** Opening Dataset extract block **

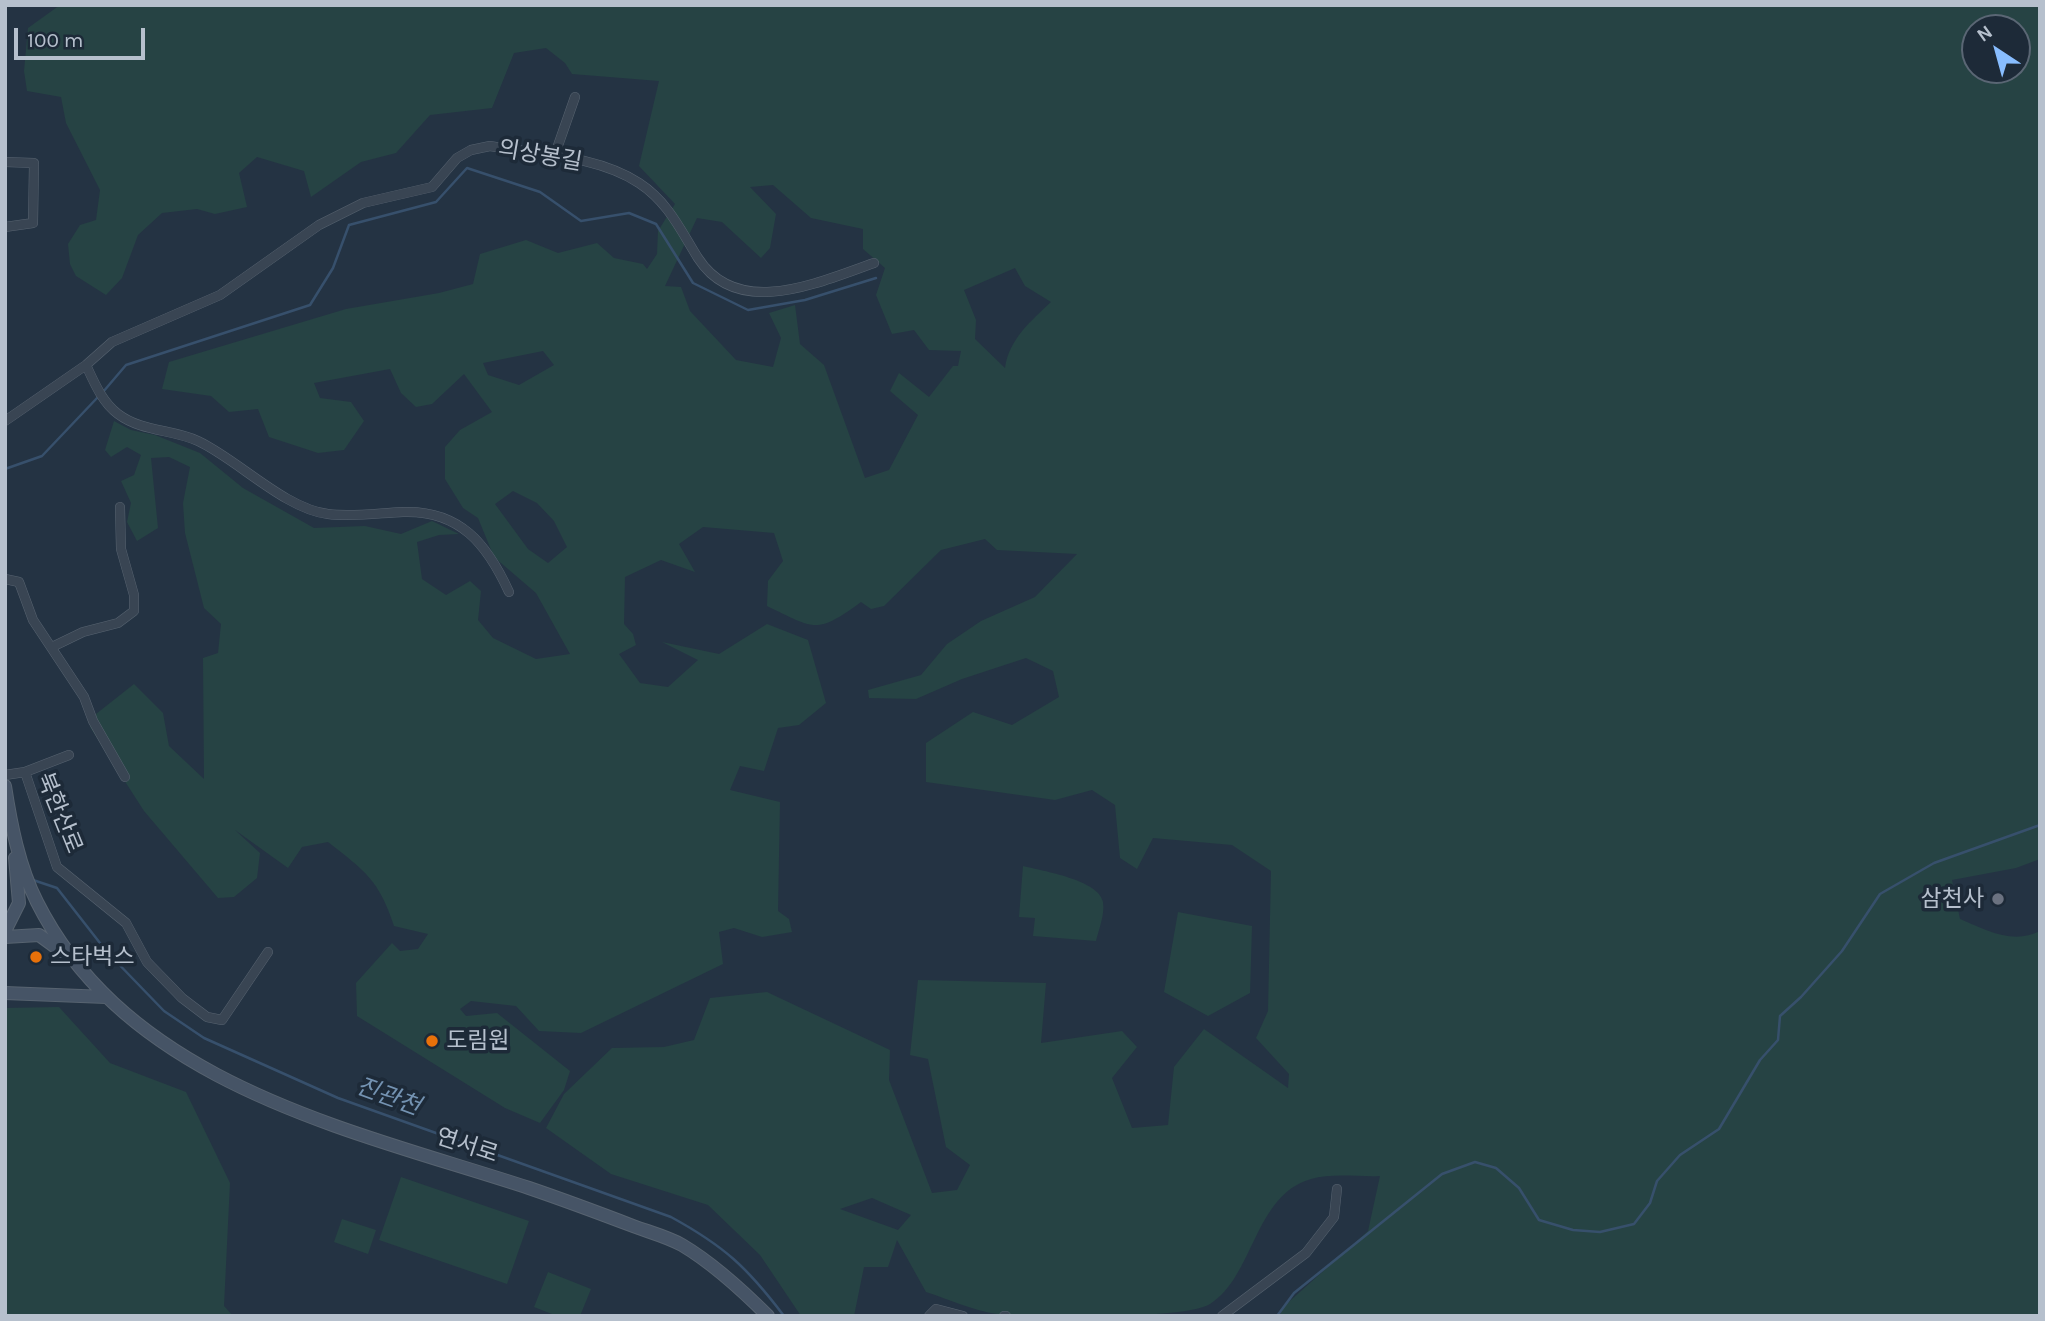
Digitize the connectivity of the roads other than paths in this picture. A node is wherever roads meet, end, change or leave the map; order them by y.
1 (575, 97) dead end
2 (554, 157) junction
3 (5, 162) edge
4 (5, 227) edge
5 (874, 264) dead end
6 (86, 365) junction
7 (5, 421) edge
8 (120, 507) dead end
9 (5, 579) edge
10 (509, 592) dead end
11 (52, 648) junction
12 (69, 755) dead end
13 (25, 772) junction
14 (5, 775) edge
15 (125, 777) dead end
16 (5, 786) edge
17 (15, 844) junction
18 (37, 902) junction
19 (5, 933) edge
20 (268, 952) dead end
21 (74, 962) junction
22 (5, 993) edge
23 (106, 997) junction
24 (1337, 1189) dead end
25 (768, 1316) edge
26 (929, 1316) edge
27 (963, 1316) edge
28 (1222, 1316) edge

1 - 2 street
2 - 5 street, 의상봉길
2 - 6 street, 의상봉길
3 - 4 street
6 - 7 street, 의상봉길
6 - 10 street
8 - 11 street
9 - 11 street
11 - 15 street
12 - 13 street
13 - 14 street, 북한산로
13 - 20 street, 북한산로
16 - 17 main road, 북한산로
17 - 18 main road, 연서로
17 - 19 main road
18 - 19 main road
18 - 21 main road, 연서로
19 - 21 main road
21 - 23 main road, 연서로
22 - 23 main road
23 - 25 main road, 연서로
24 - 28 street
26 - 27 street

** Closing Dataset extract block **

## Exercise directions
Copy out each line of the data containing the string "의상봉길".

## Solution for this task
2 - 5 street, 의상봉길
2 - 6 street, 의상봉길
6 - 7 street, 의상봉길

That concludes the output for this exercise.